Now, tell me this: What does it say about Smash Boxing if you can throw any and all challenge out the window within a few seconds? I'm not one of the OCD gamers who absolutely must win at any and all difficulties, so I'm not about to go back and try to beat the game with a weaker character. Besides, most of the characters have very similar stats, and none of them possess unique moves or qualities that might differentiate them and maybe allow an added layer of fun. No, Smash Boxing walks proudly down the middle of the road - not awful enough to raise your ire, but certainly not good enough to warrant repeat plays.

Thursday, July 30, 2009

Gangland



My apologies for the twenty-four hour delay in this week's review - I was busy last night shooting a short film that makes a David Lynch movie look straightforward. But let's forget about terrifying art films and focus on the real reason people come here - pity bad Flash games!

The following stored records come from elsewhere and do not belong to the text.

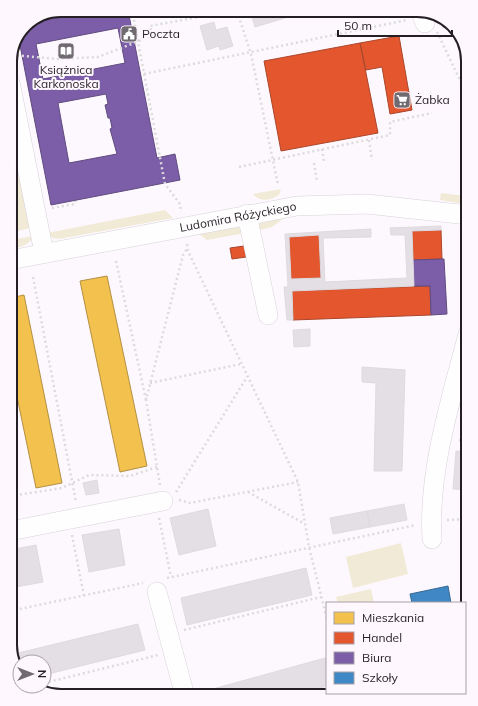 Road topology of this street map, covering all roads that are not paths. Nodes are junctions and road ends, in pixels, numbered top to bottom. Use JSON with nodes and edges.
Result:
{"nodes":[{"id":1,"x":17,"y":117,"type":"edge"},
{"id":2,"x":247,"y":214,"type":"junction"},
{"id":3,"x":461,"y":214,"type":"edge"},
{"id":4,"x":44,"y":253,"type":"junction"},
{"id":5,"x":17,"y":259,"type":"edge"},
{"id":6,"x":268,"y":315,"type":"dead end"},
{"id":7,"x":461,"y":362,"type":"edge"},
{"id":8,"x":163,"y":500,"type":"road end"},
{"id":9,"x":17,"y":530,"type":"edge"},
{"id":10,"x":432,"y":530,"type":"road end"},
{"id":11,"x":156,"y":584,"type":"road end"},
{"id":12,"x":183,"y":689,"type":"edge"}],
"edges":[{"from":1,"to":4,"type":"street"},
{"from":2,"to":3,"type":"street","name":"Ludomira Różyckiego"},
{"from":2,"to":4,"type":"street","name":"Ludomira Różyckiego"},
{"from":2,"to":6,"type":"street"},
{"from":4,"to":5,"type":"street","name":"Ludomira Różyckiego"},
{"from":7,"to":10,"type":"street"},
{"from":8,"to":9,"type":"street"},
{"from":11,"to":12,"type":"street"}]} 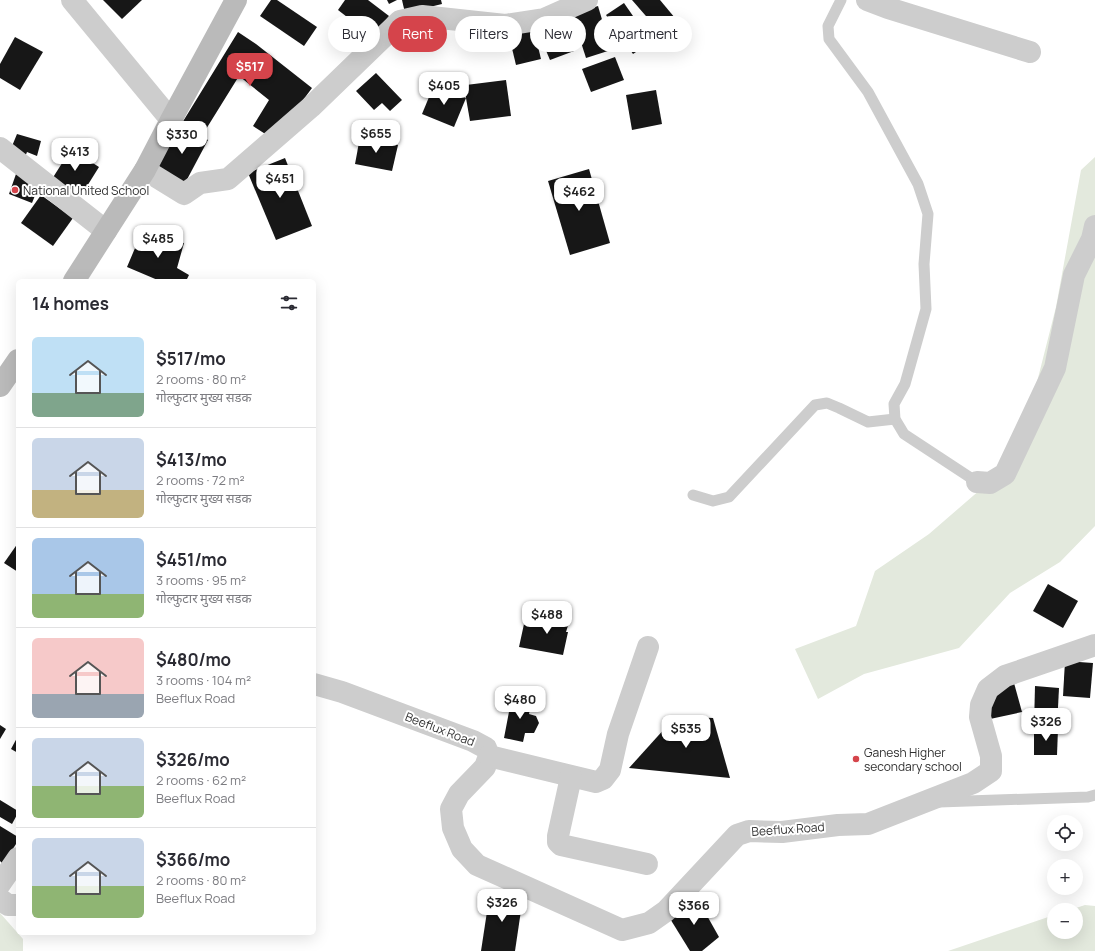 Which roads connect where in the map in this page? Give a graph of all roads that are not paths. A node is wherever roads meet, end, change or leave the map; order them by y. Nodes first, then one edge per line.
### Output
1 (72, 0) edge
2 (236, 0) edge
3 (587, 0) edge
4 (841, 0) edge
5 (867, 0) edge
6 (1030, 52) dead end
7 (171, 120) junction
8 (0, 148) edge
9 (145, 170) junction
10 (1095, 226) edge
11 (106, 231) junction
12 (75, 279) edge
13 (895, 419) junction
14 (977, 482) joint
15 (693, 495) dead end
16 (1095, 645) edge
17 (648, 647) dead end
18 (316, 685) edge
19 (489, 756) junction
20 (571, 777) junction
21 (1095, 795) edge
22 (923, 803) junction
23 (16, 861) edge
24 (647, 864) dead end
25 (0, 884) edge
26 (0, 899) edge
27 (16, 905) edge

1 - 7 street
2 - 7 main road
3 - 9 street
4 - 13 lane
5 - 6 street
7 - 9 main road
8 - 11 street
9 - 11 main road
10 - 14 street
11 - 12 main road
13 - 14 lane
13 - 15 lane
16 - 22 street, Beeflux Road
17 - 20 street
18 - 19 street, Beeflux Road
19 - 20 street
19 - 22 street, Beeflux Road
20 - 24 street
21 - 22 lane
23 - 25 street
26 - 27 street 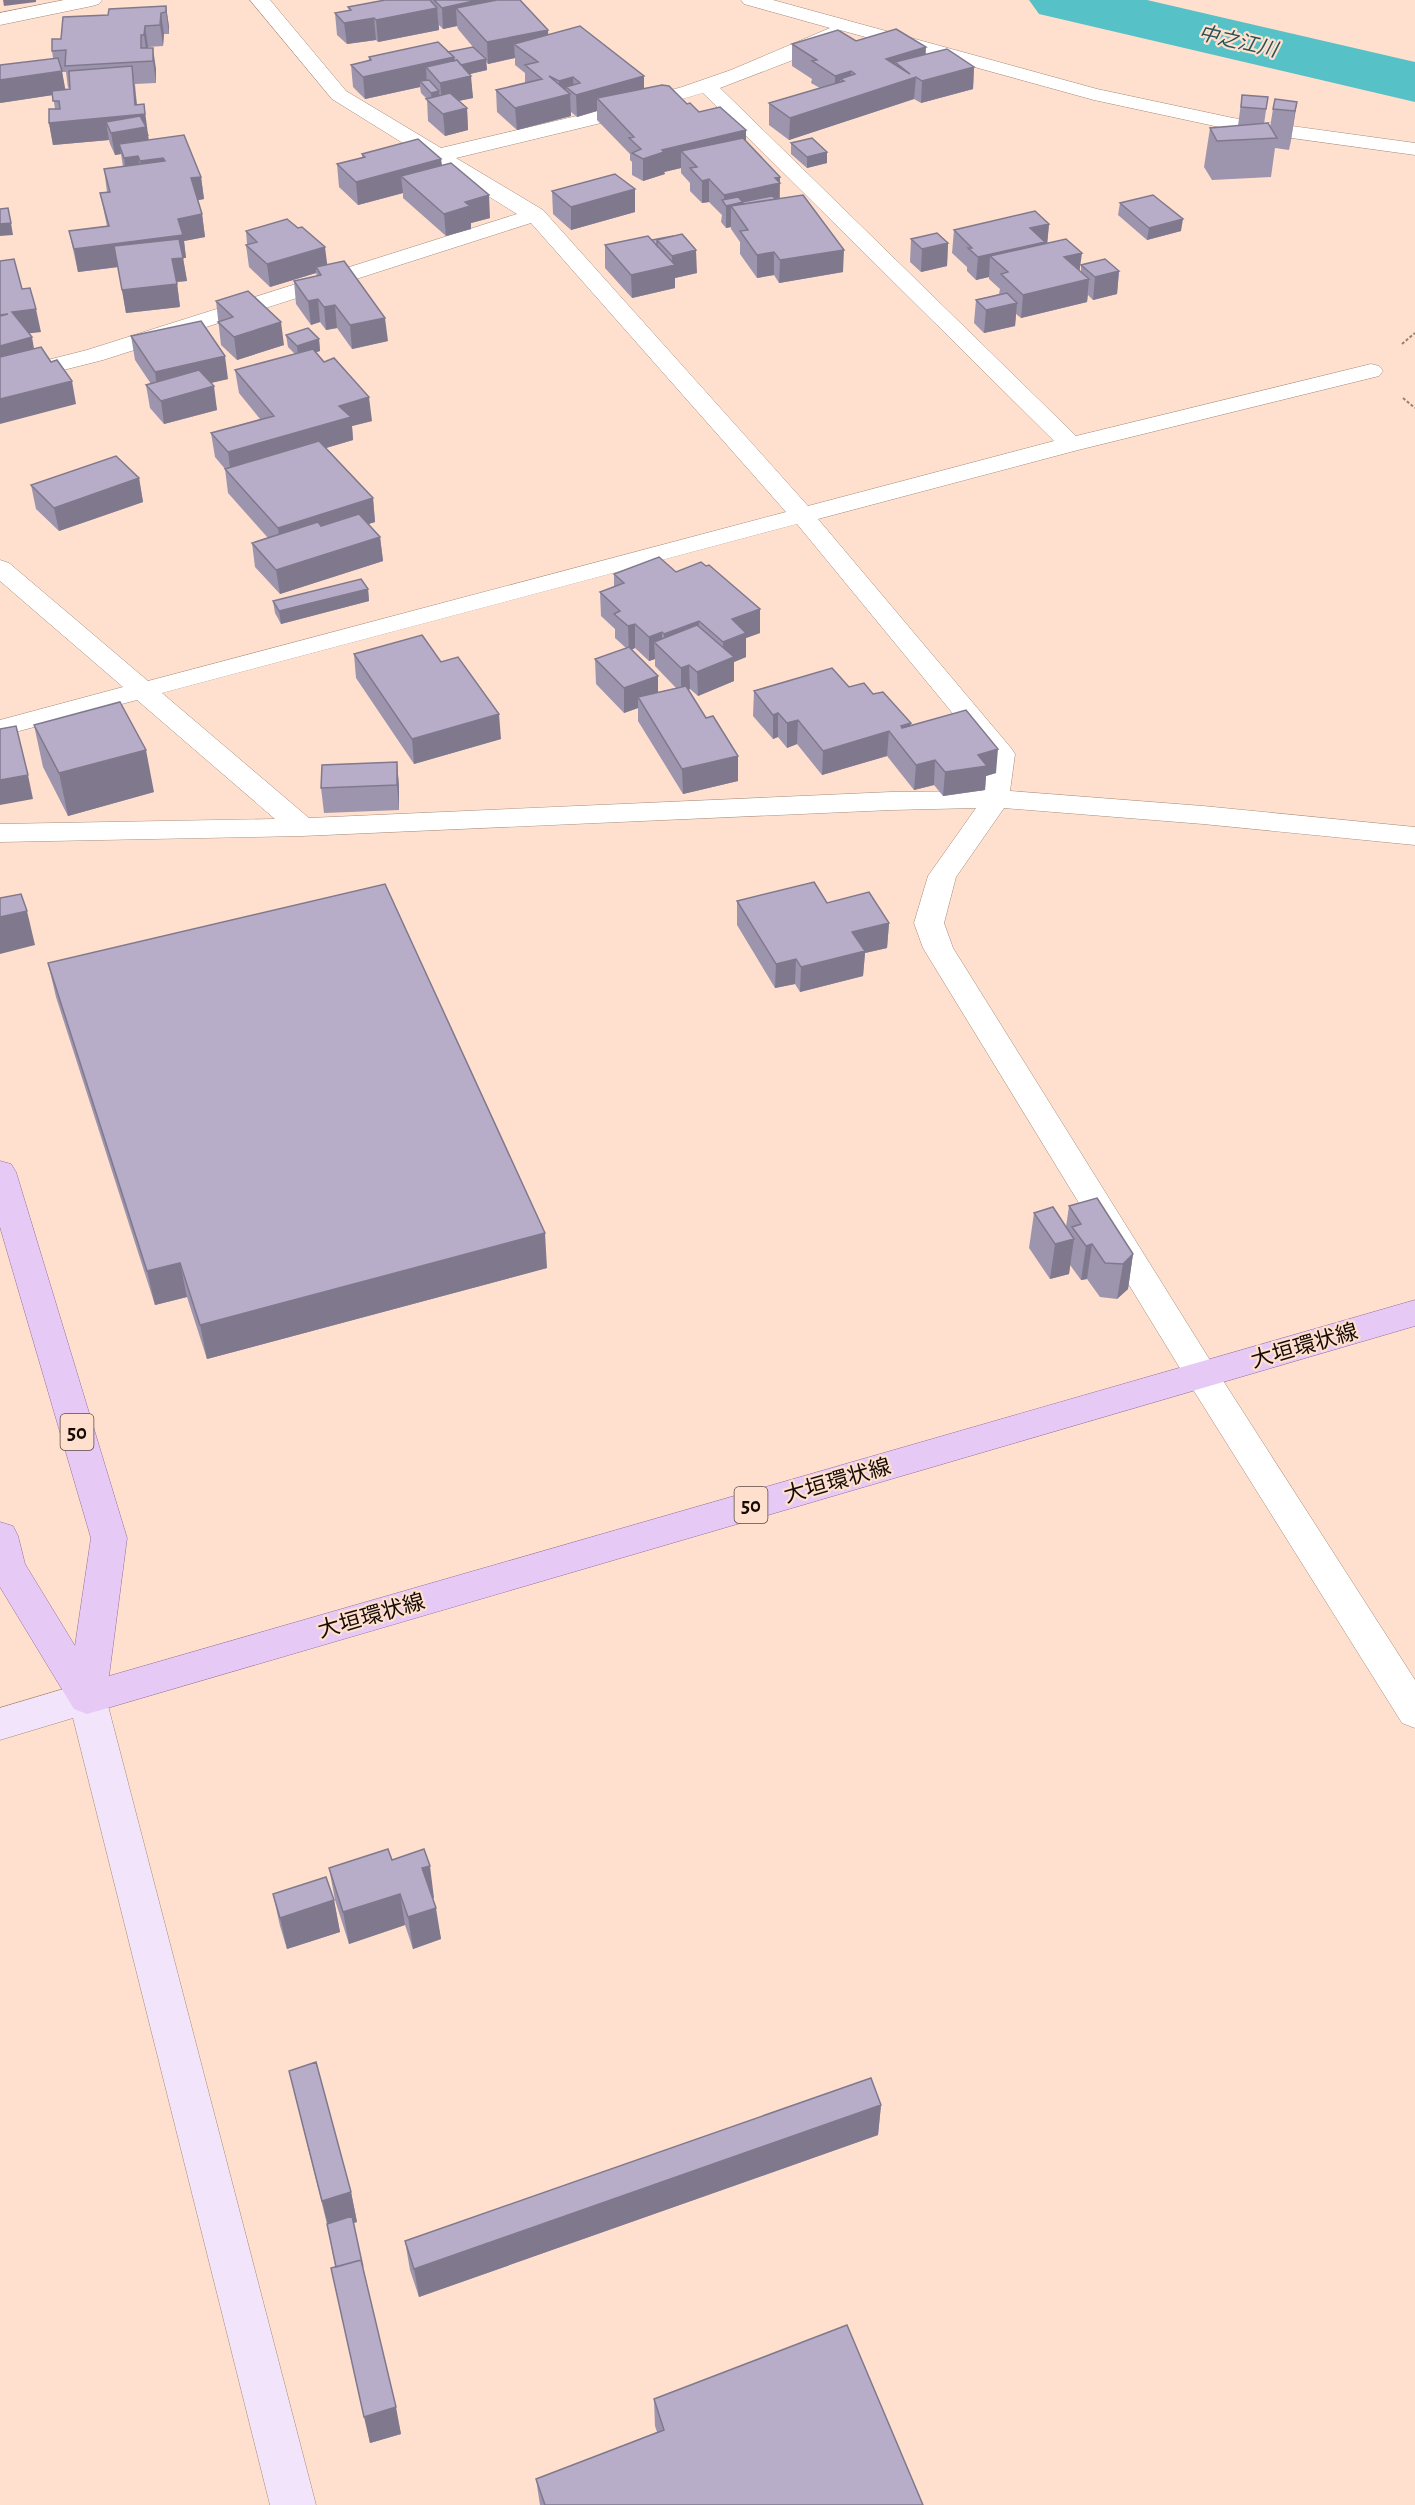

Gangland is an arcade shoot-'em-up that sees you enact vigilante justice on the criminal underworld of Unnamed City. So it's kind of like a Flash version of Death Wish with about the same amount of care and creativity put into it.



It's not that I have a problem with mindless violence - I grew up on Schwarzenegger movies. But even Commando required a modicum of skill to make it decent. Gangland simply plants you in front of generic backdrops and has you shoot at a never ending army of respawning hoodlums. Despite never needing to you're given the ability to move your character around with the arrow keys, but all you'll use that for is ducking behind the nearest cover. You control a set of crosshairs with the mouse and fire with the left button, and then it's just a case of shooting bad guys until an invisible timer runs out.



Between levels you have the option of restocking ammo (which isn't really necessary at first, since you'll only use one clip per level and you've already got three) and boosting your health. The cost of this comes out of your score, but even if you don't have the points you can still get the power ups; your score will just go into negative figures. Since when do games accept IOUs?

Sure, if you're worried about your score, then you won't want to do this. But don't tell me that this doesn't come off as just a little sloppy. No well-made game is going to let you get away with this, but since so little effort was put into Gangland, I don't know why I'm so surprised.



And that's it - four identical levels, save for the different backgrounds. There are no other weapons, no bosses, nothing but an endless wave of machine gun-wielding gangbangers who drop like flies with a single shot. There's no way you can die and there's no way you'll ever run out of bullets, so where's the challenge? Where's the satisfaction in beating this game?



And because my score is -1,000 I fail the job (that's the job of being a psychotic vigilante with a shotgun.) I didn't fail because I died or didn't reach a certain number of dead crooks. No, I lost because I took advantage of a bug that the developers could have easily fixed.



Not that you get much congratulations if you do manage a decent score.

"Hey, I killed all the gangs!"
"Oh, that's... that's great, Bob."
"I saved the city from its slow destruction!"
"Yeah, I know, it's awesome..."

But why would such a disappointing game have a satisfying conclusion? Gangland really has nothing to add to the shooters already out there, and is yet another example of why even mindless time killers require a little thought.